** Opening Supplied records block **
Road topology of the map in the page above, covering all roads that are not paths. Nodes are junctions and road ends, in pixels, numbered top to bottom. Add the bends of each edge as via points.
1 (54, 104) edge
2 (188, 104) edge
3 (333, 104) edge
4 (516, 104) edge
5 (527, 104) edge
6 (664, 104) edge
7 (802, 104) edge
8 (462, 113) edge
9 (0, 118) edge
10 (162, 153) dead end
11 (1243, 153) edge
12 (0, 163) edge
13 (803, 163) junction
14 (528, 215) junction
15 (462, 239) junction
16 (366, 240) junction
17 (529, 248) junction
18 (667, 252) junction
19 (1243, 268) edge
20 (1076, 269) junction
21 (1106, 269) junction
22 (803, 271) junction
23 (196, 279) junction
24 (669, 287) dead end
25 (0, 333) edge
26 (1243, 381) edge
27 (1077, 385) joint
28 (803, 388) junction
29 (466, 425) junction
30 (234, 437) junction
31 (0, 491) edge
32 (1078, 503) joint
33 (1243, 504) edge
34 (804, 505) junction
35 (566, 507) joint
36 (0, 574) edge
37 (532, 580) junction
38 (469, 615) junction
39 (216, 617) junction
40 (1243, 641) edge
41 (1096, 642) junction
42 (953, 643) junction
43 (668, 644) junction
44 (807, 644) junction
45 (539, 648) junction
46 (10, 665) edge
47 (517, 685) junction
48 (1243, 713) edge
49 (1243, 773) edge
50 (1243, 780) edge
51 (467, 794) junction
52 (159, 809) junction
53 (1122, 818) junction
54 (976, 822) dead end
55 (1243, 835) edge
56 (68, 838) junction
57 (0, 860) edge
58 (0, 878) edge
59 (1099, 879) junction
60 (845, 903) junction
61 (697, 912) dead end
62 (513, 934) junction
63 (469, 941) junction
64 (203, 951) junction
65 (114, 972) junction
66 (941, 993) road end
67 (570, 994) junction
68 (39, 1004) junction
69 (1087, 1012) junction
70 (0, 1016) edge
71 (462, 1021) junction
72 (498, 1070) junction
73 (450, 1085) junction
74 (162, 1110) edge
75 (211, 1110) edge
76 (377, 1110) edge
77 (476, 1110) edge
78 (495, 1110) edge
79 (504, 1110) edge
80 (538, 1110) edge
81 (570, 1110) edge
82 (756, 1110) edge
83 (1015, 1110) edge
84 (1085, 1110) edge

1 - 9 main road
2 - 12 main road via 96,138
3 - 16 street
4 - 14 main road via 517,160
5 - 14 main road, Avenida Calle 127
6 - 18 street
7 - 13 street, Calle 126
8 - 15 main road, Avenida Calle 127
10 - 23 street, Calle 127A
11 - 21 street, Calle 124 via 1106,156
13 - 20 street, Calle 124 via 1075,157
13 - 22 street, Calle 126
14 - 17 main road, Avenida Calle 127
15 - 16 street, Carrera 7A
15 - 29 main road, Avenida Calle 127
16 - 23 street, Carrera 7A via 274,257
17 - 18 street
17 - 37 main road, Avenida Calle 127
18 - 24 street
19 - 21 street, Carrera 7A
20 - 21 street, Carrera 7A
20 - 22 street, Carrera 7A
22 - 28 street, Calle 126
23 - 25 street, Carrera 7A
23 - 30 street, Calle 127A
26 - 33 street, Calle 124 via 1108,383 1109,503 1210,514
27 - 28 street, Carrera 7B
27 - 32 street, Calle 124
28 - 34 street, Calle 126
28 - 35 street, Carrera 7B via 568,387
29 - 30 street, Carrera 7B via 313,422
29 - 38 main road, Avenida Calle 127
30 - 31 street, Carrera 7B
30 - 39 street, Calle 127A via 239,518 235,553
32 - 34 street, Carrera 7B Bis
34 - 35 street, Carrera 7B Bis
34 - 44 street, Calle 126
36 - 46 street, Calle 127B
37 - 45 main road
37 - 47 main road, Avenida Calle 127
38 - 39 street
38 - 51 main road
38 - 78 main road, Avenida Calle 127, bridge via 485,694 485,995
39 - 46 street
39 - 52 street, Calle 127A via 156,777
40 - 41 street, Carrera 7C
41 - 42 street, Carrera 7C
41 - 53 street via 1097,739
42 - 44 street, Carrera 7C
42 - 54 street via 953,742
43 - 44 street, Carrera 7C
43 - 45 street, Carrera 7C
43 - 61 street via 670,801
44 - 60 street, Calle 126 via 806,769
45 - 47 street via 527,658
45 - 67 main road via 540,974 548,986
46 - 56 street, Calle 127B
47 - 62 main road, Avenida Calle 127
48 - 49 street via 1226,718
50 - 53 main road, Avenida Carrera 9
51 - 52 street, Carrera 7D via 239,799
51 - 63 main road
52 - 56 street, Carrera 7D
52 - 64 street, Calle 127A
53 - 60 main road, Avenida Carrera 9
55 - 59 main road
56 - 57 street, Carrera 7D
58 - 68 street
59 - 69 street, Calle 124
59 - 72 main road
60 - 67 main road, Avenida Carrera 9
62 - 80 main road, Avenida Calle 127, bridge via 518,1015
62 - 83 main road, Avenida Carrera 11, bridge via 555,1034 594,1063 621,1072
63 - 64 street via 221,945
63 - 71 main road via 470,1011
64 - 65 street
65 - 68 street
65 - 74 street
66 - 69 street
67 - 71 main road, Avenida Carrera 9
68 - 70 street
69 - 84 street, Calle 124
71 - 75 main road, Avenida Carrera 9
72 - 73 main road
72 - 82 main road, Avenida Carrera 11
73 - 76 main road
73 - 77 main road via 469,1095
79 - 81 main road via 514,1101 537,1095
** Closing Supplied records block **
Every line must be copied exactly as it stands above.

Road topology of the map in the page above, covering all roads that are not paths. Nodes are junctions and road ends, in pixels, numbered top to bottom. Add the bends of each edge as via points.
1 (54, 104) edge
2 (188, 104) edge
3 (333, 104) edge
4 (516, 104) edge
5 (527, 104) edge
6 (664, 104) edge
7 (802, 104) edge
8 (462, 113) edge
9 (0, 118) edge
10 (162, 153) dead end
11 (1243, 153) edge
12 (0, 163) edge
13 (803, 163) junction
14 (528, 215) junction
15 (462, 239) junction
16 (366, 240) junction
17 (529, 248) junction
18 (667, 252) junction
19 (1243, 268) edge
20 (1076, 269) junction
21 (1106, 269) junction
22 (803, 271) junction
23 (196, 279) junction
24 (669, 287) dead end
25 (0, 333) edge
26 (1243, 381) edge
27 (1077, 385) joint
28 (803, 388) junction
29 (466, 425) junction
30 (234, 437) junction
31 (0, 491) edge
32 (1078, 503) joint
33 (1243, 504) edge
34 (804, 505) junction
35 (566, 507) joint
36 (0, 574) edge
37 (532, 580) junction
38 (469, 615) junction
39 (216, 617) junction
40 (1243, 641) edge
41 (1096, 642) junction
42 (953, 643) junction
43 (668, 644) junction
44 (807, 644) junction
45 (539, 648) junction
46 (10, 665) edge
47 (517, 685) junction
48 (1243, 713) edge
49 (1243, 773) edge
50 (1243, 780) edge
51 (467, 794) junction
52 (159, 809) junction
53 (1122, 818) junction
54 (976, 822) dead end
55 (1243, 835) edge
56 (68, 838) junction
57 (0, 860) edge
58 (0, 878) edge
59 (1099, 879) junction
60 (845, 903) junction
61 (697, 912) dead end
62 (513, 934) junction
63 (469, 941) junction
64 (203, 951) junction
65 (114, 972) junction
66 (941, 993) road end
67 (570, 994) junction
68 (39, 1004) junction
69 (1087, 1012) junction
70 (0, 1016) edge
71 (462, 1021) junction
72 (498, 1070) junction
73 (450, 1085) junction
74 (162, 1110) edge
75 (211, 1110) edge
76 (377, 1110) edge
77 (476, 1110) edge
78 (495, 1110) edge
79 (504, 1110) edge
80 (538, 1110) edge
81 (570, 1110) edge
82 (756, 1110) edge
83 (1015, 1110) edge
84 (1085, 1110) edge

1 - 9 main road
2 - 12 main road via 96,138
3 - 16 street
4 - 14 main road via 517,160
5 - 14 main road, Avenida Calle 127
6 - 18 street
7 - 13 street, Calle 126
8 - 15 main road, Avenida Calle 127
10 - 23 street, Calle 127A
11 - 21 street, Calle 124 via 1106,156
13 - 20 street, Calle 124 via 1075,157
13 - 22 street, Calle 126
14 - 17 main road, Avenida Calle 127
15 - 16 street, Carrera 7A
15 - 29 main road, Avenida Calle 127
16 - 23 street, Carrera 7A via 274,257
17 - 18 street
17 - 37 main road, Avenida Calle 127
18 - 24 street
19 - 21 street, Carrera 7A
20 - 21 street, Carrera 7A
20 - 22 street, Carrera 7A
22 - 28 street, Calle 126
23 - 25 street, Carrera 7A
23 - 30 street, Calle 127A
26 - 33 street, Calle 124 via 1108,383 1109,503 1210,514
27 - 28 street, Carrera 7B
27 - 32 street, Calle 124
28 - 34 street, Calle 126
28 - 35 street, Carrera 7B via 568,387
29 - 30 street, Carrera 7B via 313,422
29 - 38 main road, Avenida Calle 127
30 - 31 street, Carrera 7B
30 - 39 street, Calle 127A via 239,518 235,553
32 - 34 street, Carrera 7B Bis
34 - 35 street, Carrera 7B Bis
34 - 44 street, Calle 126
36 - 46 street, Calle 127B
37 - 45 main road
37 - 47 main road, Avenida Calle 127
38 - 39 street
38 - 51 main road
38 - 78 main road, Avenida Calle 127, bridge via 485,694 485,995
39 - 46 street
39 - 52 street, Calle 127A via 156,777
40 - 41 street, Carrera 7C
41 - 42 street, Carrera 7C
41 - 53 street via 1097,739
42 - 44 street, Carrera 7C
42 - 54 street via 953,742
43 - 44 street, Carrera 7C
43 - 45 street, Carrera 7C
43 - 61 street via 670,801
44 - 60 street, Calle 126 via 806,769
45 - 47 street via 527,658
45 - 67 main road via 540,974 548,986
46 - 56 street, Calle 127B
47 - 62 main road, Avenida Calle 127
48 - 49 street via 1226,718
50 - 53 main road, Avenida Carrera 9
51 - 52 street, Carrera 7D via 239,799
51 - 63 main road
52 - 56 street, Carrera 7D
52 - 64 street, Calle 127A
53 - 60 main road, Avenida Carrera 9
55 - 59 main road
56 - 57 street, Carrera 7D
58 - 68 street
59 - 69 street, Calle 124
59 - 72 main road
60 - 67 main road, Avenida Carrera 9
62 - 80 main road, Avenida Calle 127, bridge via 518,1015
62 - 83 main road, Avenida Carrera 11, bridge via 555,1034 594,1063 621,1072
63 - 64 street via 221,945
63 - 71 main road via 470,1011
64 - 65 street
65 - 68 street
65 - 74 street
66 - 69 street
67 - 71 main road, Avenida Carrera 9
68 - 70 street
69 - 84 street, Calle 124
71 - 75 main road, Avenida Carrera 9
72 - 73 main road
72 - 82 main road, Avenida Carrera 11
73 - 76 main road
73 - 77 main road via 469,1095
79 - 81 main road via 514,1101 537,1095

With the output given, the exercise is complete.